FGV in no hurry to sell stake in MSM

Transformation plan: FGV Holdings Bhd group chief executive officer Datuk Haris Fadzilah Hassan (left) and chief financial officer Datuk Mohd Hairul Abdul Hamid speaking at a media briefing on the group’s 2Q19 financial results. Haris Fadzilah says FGV’s transformation plan is on track as its FFB production and yield increased by 15% and 19%, respectively, in the quarter. >

KUALA LUMPUR: FGV Holdings Bhd is not rushing to sell its 51% stake in refined sugar producer MSM Malaysia Holdings Bhd, which has partially widened its net losses in the second quarter ended June 30.

Given that the world’s largest crude palm oil (CPO) producer is exploring potential collaborations with sugar industry players for MSM, group chief executive officer Datuk Haris Fadzilah Hassan said the group is still looking for the “best fit” as it explores more options for the loss-making refined sugar producer.

“The parties that we have spoken to do not have the upstream and logistics capabilities, as well as an export market for MSM. They lacked the criteria.

“We do not want to rush into bringing a strategic partner that cannot strengthen the export market. It is all about getting the best value. We want to take our time in making the best decision for both FGV and MSM, ” he told a press conference here yesterday.

MSM’s export market is 10% of its total sales, while it controls close to 60% of the domestic sugar market. The sugar producer has been struggling with losses in recent years on the back of lower selling prices, higher refining costs and oversupply conditions.

From the losses incurred in the sugar sector and the 19% drop in CPO prices year-on-year, FGV posted its fifth quarterly net loss of RM52.2mil for the second quarter from RM23.43mil a year ago.

Revenue dropped 5% to RM3.27bil from RM3.43bil a year ago due to higher yields and an improved CPO sales volume.

However, FGV is on track with its transformation plan as its fresh fruit bunch production and yield increased by 15% and 19%, respectively, in the quarter due to an improved plantation management and work method, completion of estate rehabilitation and better crop-evacuation methods.

For the plan to be implemented more effectively, Haris noted that a stable relationship between the board and shareholders of FGV was crucial, referring to the recent freeze on the remuneration payout of the group’s directors by its three major shareholders.

At an AGM in June, the controlling shareholders, namely, the Federal Land Development Authority, Koperasi Permodalan Felda Malaysia Bhd and the Armed Forces Board expressed their unhappiness by voting against the resolutions on the proposed financial year 2018 remuneration for the entire board.

Haris hoped the remuneration issue between the shareholders and the board could be resolved in an “amicable” and “quick” manner, saying that the directors have continued to work hard in driving the transformation of the plantation group.

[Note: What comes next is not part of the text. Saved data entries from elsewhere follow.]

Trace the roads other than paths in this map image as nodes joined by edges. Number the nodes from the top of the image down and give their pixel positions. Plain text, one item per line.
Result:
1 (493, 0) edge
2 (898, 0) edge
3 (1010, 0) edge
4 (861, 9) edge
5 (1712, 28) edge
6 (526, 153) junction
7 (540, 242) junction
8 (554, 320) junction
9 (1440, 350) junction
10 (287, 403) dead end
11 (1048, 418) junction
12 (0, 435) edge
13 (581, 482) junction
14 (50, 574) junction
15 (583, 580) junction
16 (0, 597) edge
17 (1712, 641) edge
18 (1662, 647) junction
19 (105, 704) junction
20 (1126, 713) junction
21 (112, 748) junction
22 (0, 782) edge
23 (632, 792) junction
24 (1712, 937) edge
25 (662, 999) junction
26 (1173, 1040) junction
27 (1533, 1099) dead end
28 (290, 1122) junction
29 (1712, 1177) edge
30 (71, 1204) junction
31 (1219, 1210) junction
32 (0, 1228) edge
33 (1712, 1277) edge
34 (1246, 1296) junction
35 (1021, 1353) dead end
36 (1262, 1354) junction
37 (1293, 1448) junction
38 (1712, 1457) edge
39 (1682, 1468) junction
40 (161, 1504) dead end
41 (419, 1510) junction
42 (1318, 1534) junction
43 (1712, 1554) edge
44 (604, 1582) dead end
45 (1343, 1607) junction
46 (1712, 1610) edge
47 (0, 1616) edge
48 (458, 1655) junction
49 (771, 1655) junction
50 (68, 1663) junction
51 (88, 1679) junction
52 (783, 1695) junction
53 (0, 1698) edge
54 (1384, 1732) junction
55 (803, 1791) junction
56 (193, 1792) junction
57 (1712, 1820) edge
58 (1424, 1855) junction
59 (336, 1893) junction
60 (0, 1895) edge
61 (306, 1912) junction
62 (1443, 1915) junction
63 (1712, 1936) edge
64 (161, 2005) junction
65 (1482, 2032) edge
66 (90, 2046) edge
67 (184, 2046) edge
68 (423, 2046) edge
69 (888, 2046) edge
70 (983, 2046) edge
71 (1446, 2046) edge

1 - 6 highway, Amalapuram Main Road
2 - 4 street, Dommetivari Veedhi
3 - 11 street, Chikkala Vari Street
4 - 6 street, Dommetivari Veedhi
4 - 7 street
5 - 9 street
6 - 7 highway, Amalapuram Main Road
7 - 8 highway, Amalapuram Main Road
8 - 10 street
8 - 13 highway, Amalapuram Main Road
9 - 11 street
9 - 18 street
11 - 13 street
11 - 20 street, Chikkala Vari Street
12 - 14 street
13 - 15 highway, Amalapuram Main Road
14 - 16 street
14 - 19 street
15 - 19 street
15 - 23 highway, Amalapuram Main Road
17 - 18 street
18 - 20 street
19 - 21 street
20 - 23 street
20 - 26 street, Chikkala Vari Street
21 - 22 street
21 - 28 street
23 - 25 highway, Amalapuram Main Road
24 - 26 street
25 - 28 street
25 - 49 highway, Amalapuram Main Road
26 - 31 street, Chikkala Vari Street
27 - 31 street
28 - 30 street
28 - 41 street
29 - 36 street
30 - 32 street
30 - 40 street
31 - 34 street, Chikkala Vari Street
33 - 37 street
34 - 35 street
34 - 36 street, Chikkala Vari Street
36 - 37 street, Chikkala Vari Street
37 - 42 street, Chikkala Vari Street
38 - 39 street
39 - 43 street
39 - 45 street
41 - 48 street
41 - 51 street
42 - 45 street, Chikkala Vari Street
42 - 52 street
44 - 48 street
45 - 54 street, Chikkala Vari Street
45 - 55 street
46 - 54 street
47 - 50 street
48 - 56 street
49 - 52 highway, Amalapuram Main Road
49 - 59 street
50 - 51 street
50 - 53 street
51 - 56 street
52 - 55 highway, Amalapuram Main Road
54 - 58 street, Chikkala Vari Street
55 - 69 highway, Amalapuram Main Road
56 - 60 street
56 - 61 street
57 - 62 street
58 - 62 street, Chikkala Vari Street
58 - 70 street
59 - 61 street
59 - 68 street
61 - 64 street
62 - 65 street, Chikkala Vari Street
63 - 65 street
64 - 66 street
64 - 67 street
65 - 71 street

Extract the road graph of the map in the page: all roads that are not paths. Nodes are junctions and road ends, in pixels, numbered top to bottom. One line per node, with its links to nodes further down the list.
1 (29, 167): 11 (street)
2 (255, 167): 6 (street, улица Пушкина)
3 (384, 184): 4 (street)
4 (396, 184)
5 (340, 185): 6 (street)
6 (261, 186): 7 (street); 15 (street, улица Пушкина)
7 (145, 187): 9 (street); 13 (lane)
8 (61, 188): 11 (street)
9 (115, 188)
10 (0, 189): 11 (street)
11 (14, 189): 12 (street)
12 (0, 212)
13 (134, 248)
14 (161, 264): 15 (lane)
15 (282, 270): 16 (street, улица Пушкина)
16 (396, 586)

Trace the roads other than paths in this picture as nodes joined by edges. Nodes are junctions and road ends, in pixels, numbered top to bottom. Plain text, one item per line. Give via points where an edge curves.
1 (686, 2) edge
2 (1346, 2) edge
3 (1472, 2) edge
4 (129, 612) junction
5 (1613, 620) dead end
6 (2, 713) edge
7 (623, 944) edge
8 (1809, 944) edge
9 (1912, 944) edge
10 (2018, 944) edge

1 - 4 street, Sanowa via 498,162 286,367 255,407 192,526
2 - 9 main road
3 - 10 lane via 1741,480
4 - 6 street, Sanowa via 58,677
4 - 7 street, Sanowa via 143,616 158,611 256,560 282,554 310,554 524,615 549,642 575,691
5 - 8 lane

“Officially, I think there has not been any meeting with regard to the directors’ remuneration. This is a shareholders’ matter, they probably will have their own unofficial meeting which the management is not privy to, ” he said.

Last year, the directors of FGV were to be paid a total of RM5.7mil, with its non-executive chairman Datuk Wira Azhar Abdul Hamid taking around RM1.95mil of the total sum which included his salary, chairman’s fee, benefits and annual fees from subsidiaries.

FGV’s minority shareholder, the Employees Provident Fund, also raised concerns about the high remuneration package of directors, especially the high payout to Azhar.

Going forward, Haris expected CPO prices to trade in the range of RM2,000 to RM2,200 per tonne for the next six months despite positive catalysts such as the better export outlook and an increase in the demand for biodiesel.

“We are looking at market prices which are quite conservative due to the expected import taxes by India that may impact future prices.”

Earlier this week, India’s Trade Ministry recommended raising its import tax on refined palm oil from Malaysia to 50% from 45% for six months to curb cheaper imports of the commodity.